→ **Work instruction**: Print out each entry without alteration, and keep the pictures out.

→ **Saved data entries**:
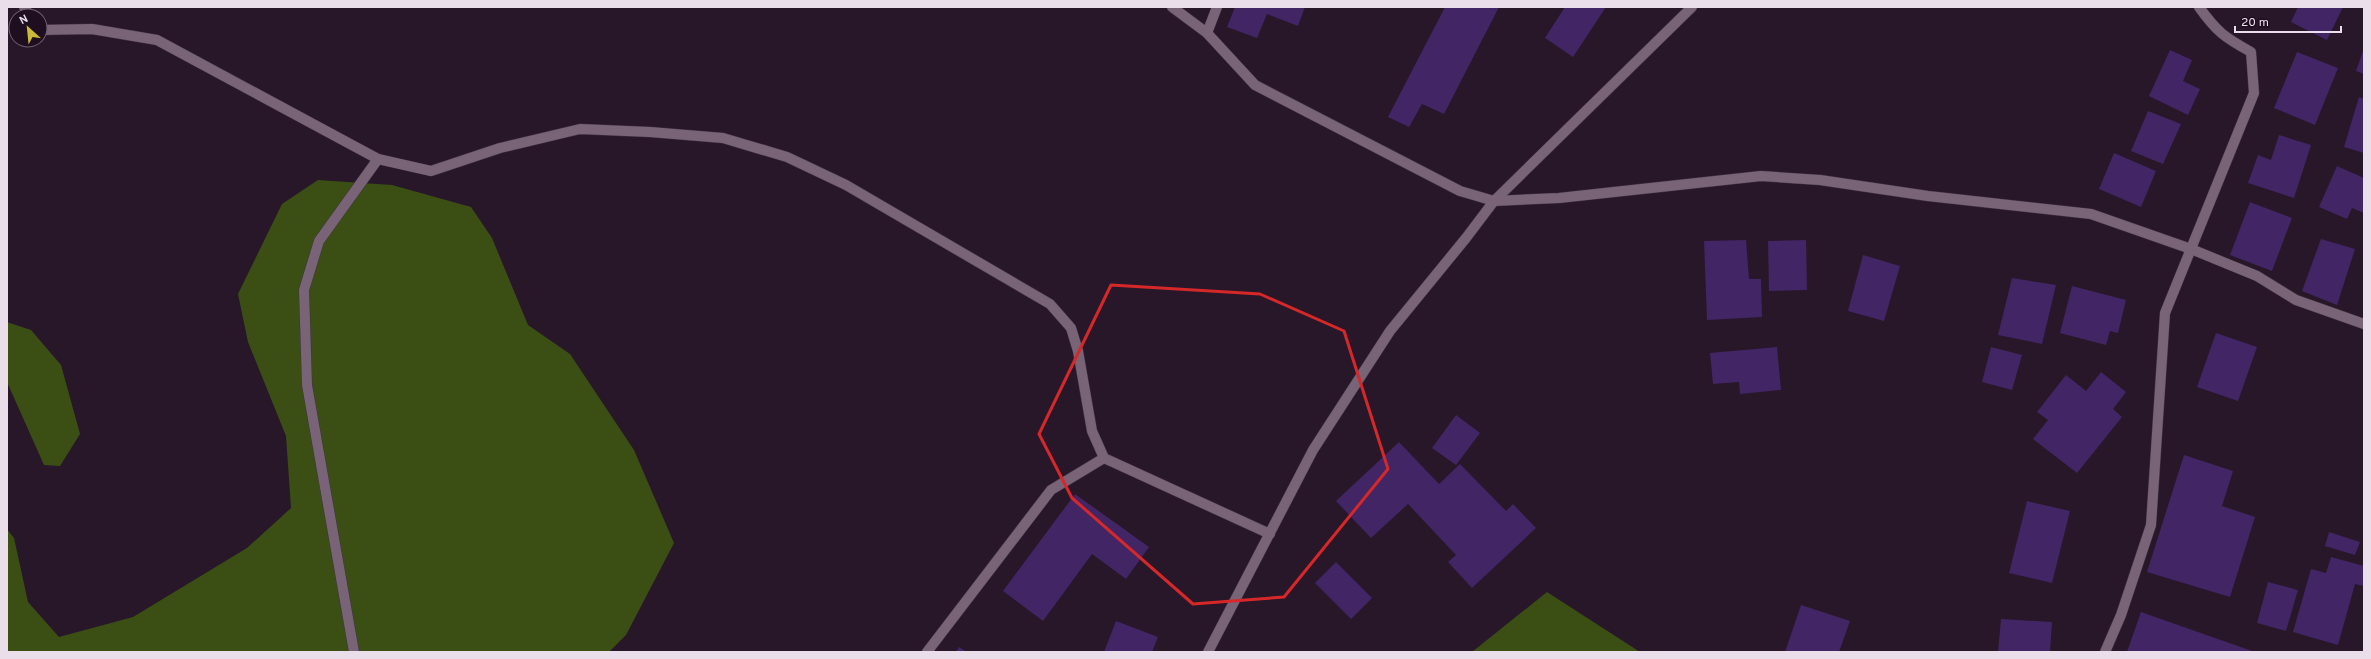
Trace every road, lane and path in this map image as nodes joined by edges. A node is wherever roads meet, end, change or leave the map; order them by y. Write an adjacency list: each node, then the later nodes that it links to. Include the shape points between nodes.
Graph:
1 (1172, 7): 6 (street)
2 (1217, 7): 6 (street)
3 (1692, 7): 8 (street)
4 (2199, 7): 9 (street, via 2214,28 2251,52 2254,93)
5 (48, 30): 7 (street, via 92,29 157,40)
6 (1207, 34): 8 (street, via 1255,85 1460,191)
7 (378, 159): 11 (street, via 431,171 500,148 580,130 723,138 787,158 846,185 1050,304 1071,328 1078,351 1092,431); 13 (street, via 319,241 304,290 307,385)
8 (1494, 201): 9 (street, via 1559,198 1761,176 1820,180 1928,196 2091,214); 12 (street, via 1390,331 1313,450)
9 (2191, 249): 10 (street, via 2257,276 2296,300); 16 (street, via 2165,313 2150,525 2121,615)
10 (2364, 324)
11 (1104, 458): 12 (street); 14 (street, via 1051,490)
12 (1270, 534): 15 (street)
13 (354, 652)
14 (927, 652)
15 (1208, 652)
16 (2105, 652)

→ **Task result**:
Trace every road, lane and path in this map image as nodes joined by edges. A node is wherever roads meet, end, change or leave the map; order them by y. Write an adjacency list: each node, then the later nodes that it links to. Include the shape points between nodes.
Graph:
1 (1172, 7): 6 (street)
2 (1217, 7): 6 (street)
3 (1692, 7): 8 (street)
4 (2199, 7): 9 (street, via 2214,28 2251,52 2254,93)
5 (48, 30): 7 (street, via 92,29 157,40)
6 (1207, 34): 8 (street, via 1255,85 1460,191)
7 (378, 159): 11 (street, via 431,171 500,148 580,130 723,138 787,158 846,185 1050,304 1071,328 1078,351 1092,431); 13 (street, via 319,241 304,290 307,385)
8 (1494, 201): 9 (street, via 1559,198 1761,176 1820,180 1928,196 2091,214); 12 (street, via 1390,331 1313,450)
9 (2191, 249): 10 (street, via 2257,276 2296,300); 16 (street, via 2165,313 2150,525 2121,615)
10 (2364, 324)
11 (1104, 458): 12 (street); 14 (street, via 1051,490)
12 (1270, 534): 15 (street)
13 (354, 652)
14 (927, 652)
15 (1208, 652)
16 (2105, 652)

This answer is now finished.